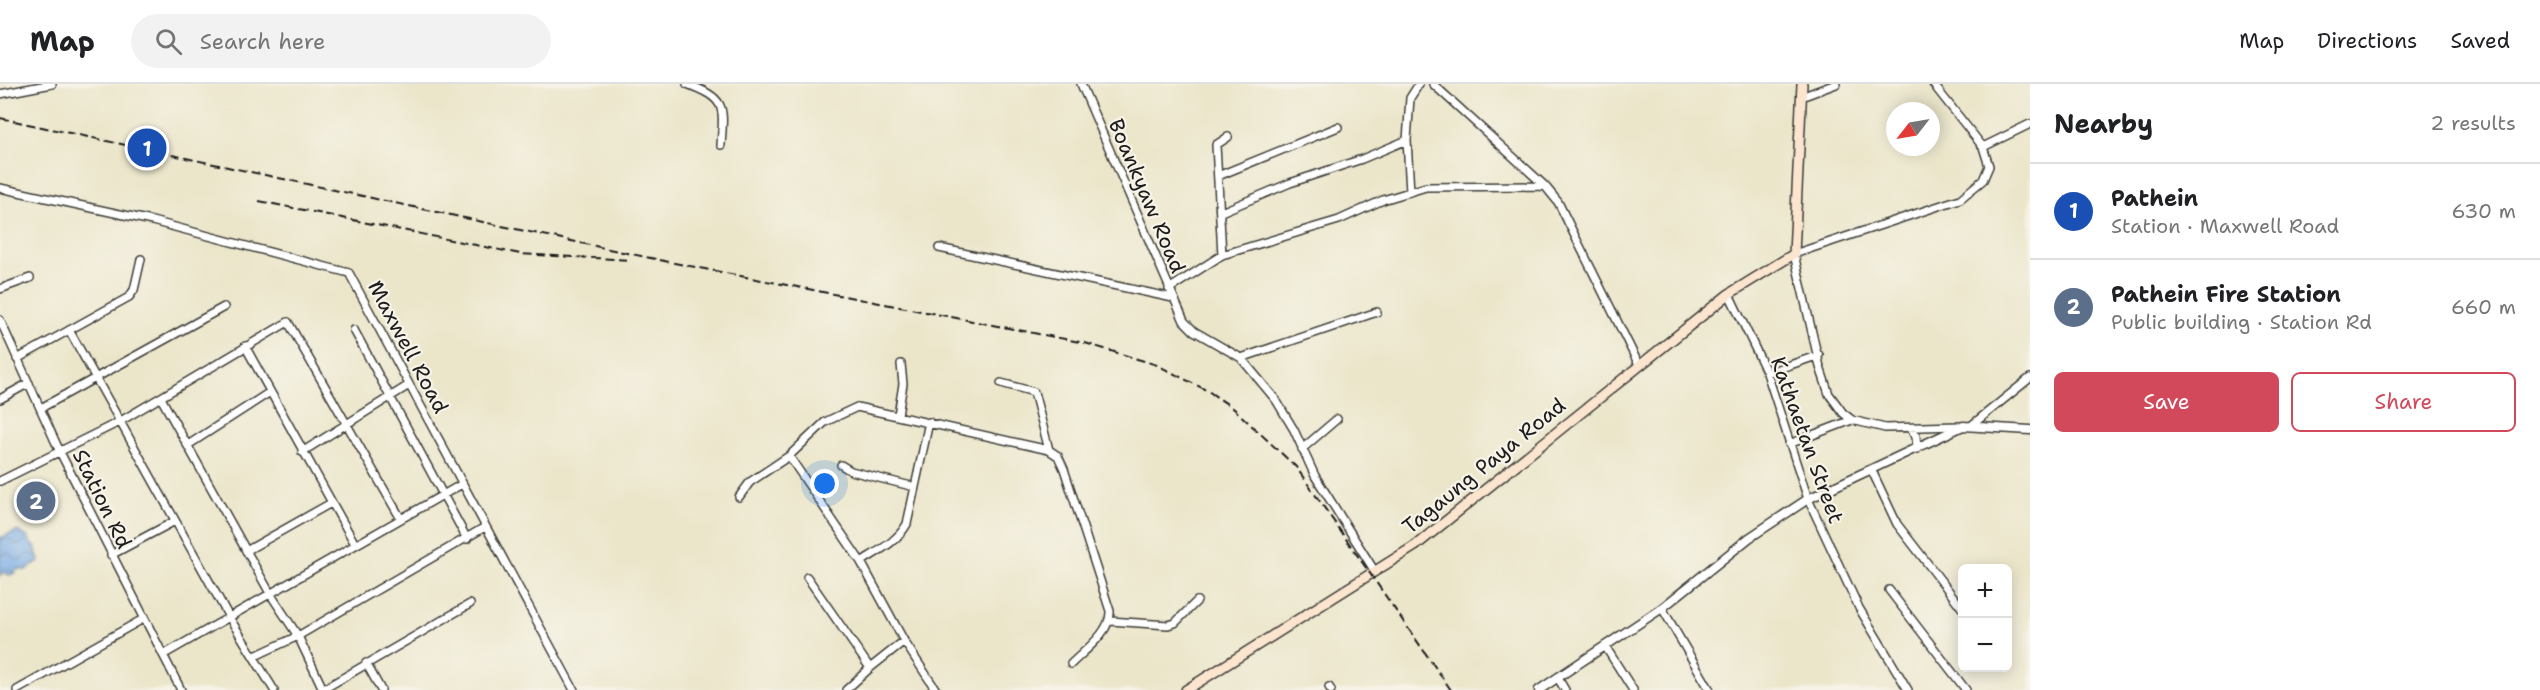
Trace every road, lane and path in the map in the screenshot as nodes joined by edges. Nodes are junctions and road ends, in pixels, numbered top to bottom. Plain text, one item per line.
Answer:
1 (52, 84) edge
2 (687, 84) edge
3 (1082, 84) edge
4 (1419, 84) edge
5 (1433, 84) edge
6 (1802, 84) edge
7 (1836, 84) edge
8 (1934, 84) edge
9 (0, 94) edge
10 (1801, 97) junction
11 (2030, 124) edge
12 (1338, 127) dead end
13 (1228, 137) dead end
14 (1407, 140) junction
15 (721, 145) dead end
16 (1983, 147) junction
17 (1218, 176) junction
18 (1545, 186) junction
19 (0, 188) edge
20 (1410, 192) junction
21 (1221, 212) junction
22 (939, 248) dead end
23 (1794, 254) junction
24 (1222, 255) junction
25 (141, 259) dead end
26 (30, 278) dead end
27 (0, 289) edge
28 (1169, 289) junction
29 (1729, 294) junction
30 (1173, 298) junction
31 (224, 307) dead end
32 (1377, 312) dead end
33 (0, 320) edge
34 (69, 330) junction
35 (354, 330) dead end
36 (245, 346) junction
37 (1818, 355) junction
38 (1241, 358) junction
39 (17, 359) junction
40 (901, 364) dead end
41 (1639, 365) junction
42 (1767, 373) junction
43 (2030, 378) edge
44 (95, 379) junction
45 (29, 383) junction
46 (1001, 383) dead end
47 (409, 385) junction
48 (270, 392) junction
49 (391, 395) junction
50 (161, 398) junction
51 (0, 399) edge
52 (41, 408) junction
53 (898, 416) junction
54 (1336, 419) dead end
55 (1852, 420) junction
56 (119, 422) junction
57 (348, 422) junction
58 (929, 422) junction
59 (1968, 425) junction
60 (1911, 429) junction
61 (2030, 430) edge
62 (1789, 444) junction
63 (188, 445) junction
64 (1302, 449) junction
65 (1917, 449) junction
66 (1049, 450) junction
67 (60, 452) junction
68 (302, 452) junction
69 (789, 456) junction
70 (841, 465) dead end
71 (1872, 471) junction
72 (0, 481) edge
73 (462, 484) junction
74 (915, 487) junction
75 (441, 495) junction
76 (739, 497) dead end
77 (1808, 499) junction
78 (331, 503) junction
79 (401, 519) junction
80 (175, 520) junction
81 (485, 527) junction
82 (467, 539) junction
83 (354, 544) junction
84 (246, 551) junction
85 (111, 555) junction
86 (861, 562) junction
87 (1374, 570) junction
88 (807, 577) dead end
89 (1889, 590) dead end
90 (271, 595) junction
91 (1197, 601) dead end
92 (1958, 603) edge
93 (470, 604) dead end
94 (1662, 608) junction
95 (230, 617) junction
96 (143, 619) junction
97 (1110, 621) junction
98 (298, 636) junction
99 (904, 641) junction
100 (1605, 646) junction
101 (164, 655) junction
102 (255, 656) junction
103 (366, 663) junction
104 (1071, 664) dead end
105 (870, 668) junction
106 (1558, 678) junction
107 (1188, 689) edge
108 (17, 690) edge
109 (181, 690) edge
110 (274, 690) edge
111 (323, 690) edge
112 (381, 690) edge
113 (574, 690) edge
114 (846, 690) edge
115 (936, 690) edge
116 (1539, 690) edge
117 (1566, 690) edge
118 (1633, 690) edge
119 (1710, 690) edge
120 (1908, 690) edge
121 (1966, 690) edge

1 - 9 street
2 - 15 street
3 - 28 street, Boankyaw Road
4 - 14 street
5 - 18 street
6 - 10 main road
7 - 10 street
8 - 16 street
10 - 23 main road
11 - 16 street
12 - 17 street
13 - 17 street
14 - 20 street
14 - 21 street
16 - 23 street
17 - 21 street
18 - 20 street
18 - 41 street
19 - 47 street, Maxwell Road
20 - 24 street
21 - 24 street
22 - 30 street
23 - 29 main road, Tagaung Paya Road
23 - 37 street
24 - 28 street
25 - 34 street
26 - 27 street
28 - 30 street, Boankyaw Road
29 - 41 main road, Tagaung Paya Road
29 - 42 street, Kathaetan Street
30 - 38 street, Boankyaw Road
31 - 44 street
32 - 38 street
33 - 39 street, Station Rd
34 - 39 street
34 - 44 street
35 - 49 street
36 - 48 street
36 - 50 street
36 - 57 street
37 - 42 street
37 - 55 street
38 - 64 street
39 - 45 street, Station Rd
40 - 53 street
41 - 87 main road, Tagaung Paya Road
42 - 62 street, Kathaetan Street
43 - 59 street
44 - 52 street
44 - 56 street
45 - 51 street
45 - 52 street, Station Rd
46 - 66 street
47 - 49 street
47 - 73 street, Maxwell Road
48 - 63 street
48 - 68 street
49 - 57 street
49 - 75 street
50 - 56 street
50 - 63 street
52 - 67 street, Station Rd
53 - 58 street
53 - 69 street
54 - 64 street
55 - 60 street
55 - 62 street
56 - 67 street
56 - 80 street
57 - 68 street
57 - 79 street
58 - 66 street
58 - 74 street
59 - 60 street
59 - 61 street
59 - 65 street
60 - 65 street
62 - 77 street, Kathaetan Street
63 - 84 street
64 - 87 street
65 - 71 street
66 - 97 street
67 - 72 street
67 - 85 street, Station Rd
68 - 78 street
69 - 76 street
69 - 86 street
70 - 74 street
71 - 77 street
71 - 92 street
73 - 75 street
73 - 81 street, Maxwell Road
74 - 86 street
75 - 79 street
75 - 82 street
77 - 94 street
77 - 120 street, Kathaetan Street
78 - 83 street
78 - 84 street
79 - 83 street
80 - 85 street
80 - 95 street
81 - 82 street
81 - 113 street, Maxwell Road
82 - 98 street
83 - 90 street
84 - 90 street
85 - 96 street, Station Rd
86 - 99 street
87 - 107 main road, Tagaung Paya Road
88 - 105 street
89 - 121 street
90 - 95 street
90 - 98 street
91 - 97 street
93 - 103 street
94 - 100 street
94 - 119 street
95 - 101 street
95 - 102 street
96 - 101 street, Station Rd
96 - 108 street
97 - 104 street
98 - 102 street
98 - 111 street
99 - 105 street
99 - 115 street
100 - 106 street
100 - 118 street
101 - 109 street, Station Rd
102 - 110 street
103 - 111 street
103 - 112 street
105 - 114 street
106 - 116 street
106 - 117 street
──────────────────────────────
* _ASSIGNMENT_:
To answer, count the lines of the material that contain "Station" and give only that number.

* _TASK SOLUTION_:
8